Los 90: El teléfono fijo
En los 90 el celular no existía. Sólo supe de un tío que tenía uno que venía con una especie de maletín. Eso fue en 1994, un lujo excéntrico ante mis ojos preadolescentes que sólo habían visto algo similar en el zapato/teléfono del Súper Agente 86. Ciencia ficción digna de Los Supersónicos.
No nos hacía falta, no era necesario. Para qué, si en el que uno tenía en la casa se podía hacer de todo; por ejemplo, con sólo marcar el 141 podía saber la temperatura y la hora exacta y si se necesitaba saber algún número, llamar al 103 o consultar en la guía de teléfonos, ese ladrillo que contenía todos los datos que hoy por miedo jamás ventilaríamos públicamente.
No, no teníamos celular, pero sí existían el teléfono hamburguesa y ese transparente al que se le veían los cables adentro. No fui bendecida con ninguno de esos dos, pero sí recuerdo lo modernísimo que me pareció el teléfono inalámbrico cuando mis papás compraron uno para la casa.

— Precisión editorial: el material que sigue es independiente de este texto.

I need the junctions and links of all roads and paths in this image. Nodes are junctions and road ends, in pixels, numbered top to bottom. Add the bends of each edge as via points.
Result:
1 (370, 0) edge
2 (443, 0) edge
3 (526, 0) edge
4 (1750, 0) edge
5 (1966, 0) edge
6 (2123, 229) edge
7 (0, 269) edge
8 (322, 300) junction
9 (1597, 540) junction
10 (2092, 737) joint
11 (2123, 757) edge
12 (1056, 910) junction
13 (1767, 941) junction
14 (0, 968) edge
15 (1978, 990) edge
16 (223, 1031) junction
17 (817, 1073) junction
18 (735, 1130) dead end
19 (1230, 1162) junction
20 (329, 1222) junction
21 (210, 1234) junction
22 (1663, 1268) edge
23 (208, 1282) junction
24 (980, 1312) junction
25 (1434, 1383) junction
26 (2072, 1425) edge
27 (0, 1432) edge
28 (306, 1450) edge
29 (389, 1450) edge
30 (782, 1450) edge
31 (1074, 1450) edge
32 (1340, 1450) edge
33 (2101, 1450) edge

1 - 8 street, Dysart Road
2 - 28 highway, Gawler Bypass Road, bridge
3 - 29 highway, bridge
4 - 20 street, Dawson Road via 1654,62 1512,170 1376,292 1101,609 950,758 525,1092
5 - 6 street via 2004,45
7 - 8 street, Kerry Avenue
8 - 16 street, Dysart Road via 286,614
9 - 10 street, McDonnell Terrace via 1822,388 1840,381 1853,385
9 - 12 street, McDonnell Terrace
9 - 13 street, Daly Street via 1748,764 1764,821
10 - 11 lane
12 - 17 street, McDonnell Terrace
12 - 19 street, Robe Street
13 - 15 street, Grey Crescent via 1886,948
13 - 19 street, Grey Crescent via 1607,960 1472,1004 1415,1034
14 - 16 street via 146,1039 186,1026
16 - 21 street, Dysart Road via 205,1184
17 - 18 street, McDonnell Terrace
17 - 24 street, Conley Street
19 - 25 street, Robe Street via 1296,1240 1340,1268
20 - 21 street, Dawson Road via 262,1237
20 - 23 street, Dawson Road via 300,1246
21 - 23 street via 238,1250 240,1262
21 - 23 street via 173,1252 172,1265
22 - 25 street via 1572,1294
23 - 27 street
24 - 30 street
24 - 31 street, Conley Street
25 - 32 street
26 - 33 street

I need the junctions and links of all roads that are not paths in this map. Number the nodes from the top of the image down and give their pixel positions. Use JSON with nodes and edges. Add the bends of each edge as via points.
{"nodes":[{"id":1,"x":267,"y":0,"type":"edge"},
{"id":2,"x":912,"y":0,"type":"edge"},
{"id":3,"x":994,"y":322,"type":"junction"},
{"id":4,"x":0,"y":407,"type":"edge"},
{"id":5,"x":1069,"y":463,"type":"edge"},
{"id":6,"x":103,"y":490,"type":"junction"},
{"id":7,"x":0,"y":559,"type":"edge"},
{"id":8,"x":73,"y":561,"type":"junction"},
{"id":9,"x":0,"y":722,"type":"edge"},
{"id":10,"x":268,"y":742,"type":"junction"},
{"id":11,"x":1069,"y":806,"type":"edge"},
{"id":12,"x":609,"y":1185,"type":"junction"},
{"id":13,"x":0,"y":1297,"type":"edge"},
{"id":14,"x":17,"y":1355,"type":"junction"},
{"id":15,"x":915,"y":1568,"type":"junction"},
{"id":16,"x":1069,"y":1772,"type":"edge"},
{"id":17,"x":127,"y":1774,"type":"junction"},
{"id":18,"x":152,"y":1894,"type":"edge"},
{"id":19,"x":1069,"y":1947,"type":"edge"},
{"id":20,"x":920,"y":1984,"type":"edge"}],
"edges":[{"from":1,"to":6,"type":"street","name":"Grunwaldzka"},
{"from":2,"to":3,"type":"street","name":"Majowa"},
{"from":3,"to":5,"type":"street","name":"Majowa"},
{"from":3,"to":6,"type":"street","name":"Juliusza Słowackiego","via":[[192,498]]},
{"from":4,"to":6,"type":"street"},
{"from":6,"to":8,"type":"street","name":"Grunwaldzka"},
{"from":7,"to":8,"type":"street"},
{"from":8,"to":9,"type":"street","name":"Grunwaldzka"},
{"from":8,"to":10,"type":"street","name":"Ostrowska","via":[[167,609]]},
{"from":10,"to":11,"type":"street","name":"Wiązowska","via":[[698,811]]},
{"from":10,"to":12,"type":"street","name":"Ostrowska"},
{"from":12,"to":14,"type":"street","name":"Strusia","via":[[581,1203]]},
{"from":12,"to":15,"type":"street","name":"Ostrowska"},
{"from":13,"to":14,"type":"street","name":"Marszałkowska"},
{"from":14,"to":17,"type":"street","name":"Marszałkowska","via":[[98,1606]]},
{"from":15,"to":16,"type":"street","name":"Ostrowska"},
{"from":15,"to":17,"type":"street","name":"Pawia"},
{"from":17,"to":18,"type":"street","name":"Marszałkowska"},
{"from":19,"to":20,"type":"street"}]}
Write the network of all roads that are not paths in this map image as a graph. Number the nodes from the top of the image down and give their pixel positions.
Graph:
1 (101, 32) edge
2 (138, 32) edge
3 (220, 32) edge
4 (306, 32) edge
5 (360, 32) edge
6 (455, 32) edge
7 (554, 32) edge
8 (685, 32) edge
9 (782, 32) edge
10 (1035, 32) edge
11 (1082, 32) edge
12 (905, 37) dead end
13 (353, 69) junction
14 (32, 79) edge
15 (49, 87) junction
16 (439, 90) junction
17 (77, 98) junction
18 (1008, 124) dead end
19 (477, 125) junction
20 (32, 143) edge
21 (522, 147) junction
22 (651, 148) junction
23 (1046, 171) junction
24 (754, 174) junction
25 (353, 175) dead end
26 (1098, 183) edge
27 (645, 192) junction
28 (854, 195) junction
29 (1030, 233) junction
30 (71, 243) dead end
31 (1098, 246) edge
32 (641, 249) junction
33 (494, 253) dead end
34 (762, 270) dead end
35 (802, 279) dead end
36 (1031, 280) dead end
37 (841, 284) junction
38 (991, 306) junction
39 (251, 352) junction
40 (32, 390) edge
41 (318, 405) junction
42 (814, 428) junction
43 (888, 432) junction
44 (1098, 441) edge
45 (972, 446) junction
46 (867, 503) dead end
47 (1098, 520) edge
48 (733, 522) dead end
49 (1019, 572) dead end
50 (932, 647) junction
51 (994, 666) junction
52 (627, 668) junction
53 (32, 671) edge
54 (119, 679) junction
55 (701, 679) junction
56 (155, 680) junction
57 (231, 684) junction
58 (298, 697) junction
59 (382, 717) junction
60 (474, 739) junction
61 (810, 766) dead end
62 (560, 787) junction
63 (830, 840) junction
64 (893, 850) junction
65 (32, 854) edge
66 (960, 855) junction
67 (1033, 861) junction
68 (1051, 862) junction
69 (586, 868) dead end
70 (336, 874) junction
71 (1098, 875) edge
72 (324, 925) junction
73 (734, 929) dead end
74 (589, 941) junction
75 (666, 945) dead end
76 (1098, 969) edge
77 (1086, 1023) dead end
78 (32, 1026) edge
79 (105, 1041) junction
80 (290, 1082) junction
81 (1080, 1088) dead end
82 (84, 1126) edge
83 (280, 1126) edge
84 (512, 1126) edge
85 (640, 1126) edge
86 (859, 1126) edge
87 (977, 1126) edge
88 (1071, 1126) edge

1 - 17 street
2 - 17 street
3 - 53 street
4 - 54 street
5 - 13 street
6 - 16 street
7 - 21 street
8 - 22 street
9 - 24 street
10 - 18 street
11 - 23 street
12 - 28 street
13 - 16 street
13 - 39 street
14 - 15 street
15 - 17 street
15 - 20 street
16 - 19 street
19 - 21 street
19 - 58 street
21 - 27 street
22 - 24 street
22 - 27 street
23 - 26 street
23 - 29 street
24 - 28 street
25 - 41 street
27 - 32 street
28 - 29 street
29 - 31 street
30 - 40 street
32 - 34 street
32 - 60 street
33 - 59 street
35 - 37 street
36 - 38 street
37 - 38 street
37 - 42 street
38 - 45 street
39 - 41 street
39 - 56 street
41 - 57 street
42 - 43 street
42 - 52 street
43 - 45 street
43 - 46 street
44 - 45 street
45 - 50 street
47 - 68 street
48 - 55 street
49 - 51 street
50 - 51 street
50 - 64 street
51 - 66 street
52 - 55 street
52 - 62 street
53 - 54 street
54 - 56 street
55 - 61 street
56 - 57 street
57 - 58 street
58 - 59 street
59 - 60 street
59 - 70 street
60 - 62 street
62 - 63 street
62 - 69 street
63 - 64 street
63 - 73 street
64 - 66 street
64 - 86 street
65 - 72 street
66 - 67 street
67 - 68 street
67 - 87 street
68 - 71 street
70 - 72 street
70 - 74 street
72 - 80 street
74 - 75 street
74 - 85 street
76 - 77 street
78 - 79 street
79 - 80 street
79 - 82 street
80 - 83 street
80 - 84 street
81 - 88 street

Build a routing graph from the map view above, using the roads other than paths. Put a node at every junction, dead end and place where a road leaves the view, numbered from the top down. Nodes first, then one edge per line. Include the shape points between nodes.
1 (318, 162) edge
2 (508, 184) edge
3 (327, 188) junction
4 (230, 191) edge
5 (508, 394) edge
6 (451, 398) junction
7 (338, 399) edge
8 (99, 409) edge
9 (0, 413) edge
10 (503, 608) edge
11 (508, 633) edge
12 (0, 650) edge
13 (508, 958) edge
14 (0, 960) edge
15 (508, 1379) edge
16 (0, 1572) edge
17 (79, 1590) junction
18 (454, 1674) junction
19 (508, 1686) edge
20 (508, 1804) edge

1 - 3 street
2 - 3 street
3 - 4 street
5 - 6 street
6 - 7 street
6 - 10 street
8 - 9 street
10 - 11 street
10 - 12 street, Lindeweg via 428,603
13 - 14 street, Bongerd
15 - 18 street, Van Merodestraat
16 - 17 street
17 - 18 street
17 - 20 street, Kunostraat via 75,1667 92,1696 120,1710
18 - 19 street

Si yo hubiera crecido en esta época y no en los 90, no habría podido hacer una pitanza ni tampoco habría podido llamar al que me gustaba y cortar cuando contestara sin que él supiera quién estaba al otro lado.
No había celular, pero sí teléfonos públicos, y si no tenía plata y necesitaba avisar algo urgente, podía llamar con cobro revertido. Pero pasaba poco, porque la vida se vivía sin esa urgencia absurda por conexión, se estaba en el momento y con quien se tenía al frente. Ese era el contacto que importaba.
Pasaron los años y el celular se empezó a instalar. Yo no quería tener uno porque sabía que eso significaría que estaría más controlada por mis papás, así fue que, ya bastante entrada la universidad, tuve el primero, que me regalaron para una Navidad. Todo tan distinto a ahora, cuando veo la disyuntiva a la que se enfrentan amigas y amigos míos cuando sus hijos -siendo todavía niños- les piden uno.
Por precaución, yo no saco el celular en la micro. Ya me lo robaron una vez y he visto cómo se lo han robado a otras personas. Voy con audífonos escuchando música y mirando para afuera, es de los pocos momentos en los que siento que estoy realmente presente, sin la ya natural alienación que me generan WhatsApp e Instagram. Es loco cuando ahí miro a mi alrededor y veo sólo jorobas, cabezas gachas abducidas por la pantalla, tal como yo debo verme durante gran parte del día. De hecho, mientras escribo esto, en momentos paro, tomo el celular y scrolleo, viendo fotos sin demasiado interés. ¿Qué estoy buscando?
La idea de las necesidades creadas es algo en lo que pienso regularmente, ¿cómo puede ser que algo que no conocí por casi la mitad de mi vida ahora sea tan esencial y absorbente? Lo que nos tenía que dar más libertad nos esclavizó.
Por supuesto que también tiene su lado lindo. El fin de semana pasado se juntó toda mi generación del colegio; yo vivo fuera de Chile así que no pude ir, pero a pesar de eso, lo vi todo. Gracias a un grupo de WhatsApp fui testigo de la previa y del encuentro a través de conversaciones, fotos y videos. Egresamos el 2000, ¿se nos habría ocurrido en todos los años que vivimos juntos que esto sería posible? Fue bonito verlo de lejos, pero la virtualidad no alcanza a suplir, la conexión no fue la real.
Una vez a la semana me aparece en el teléfono el promedio de tiempo diario que pasé viendo el celular y me llega a dar vergüenza. Ojalá lo que pudiésemos ver fuese el detalle de lo que nos perdimos.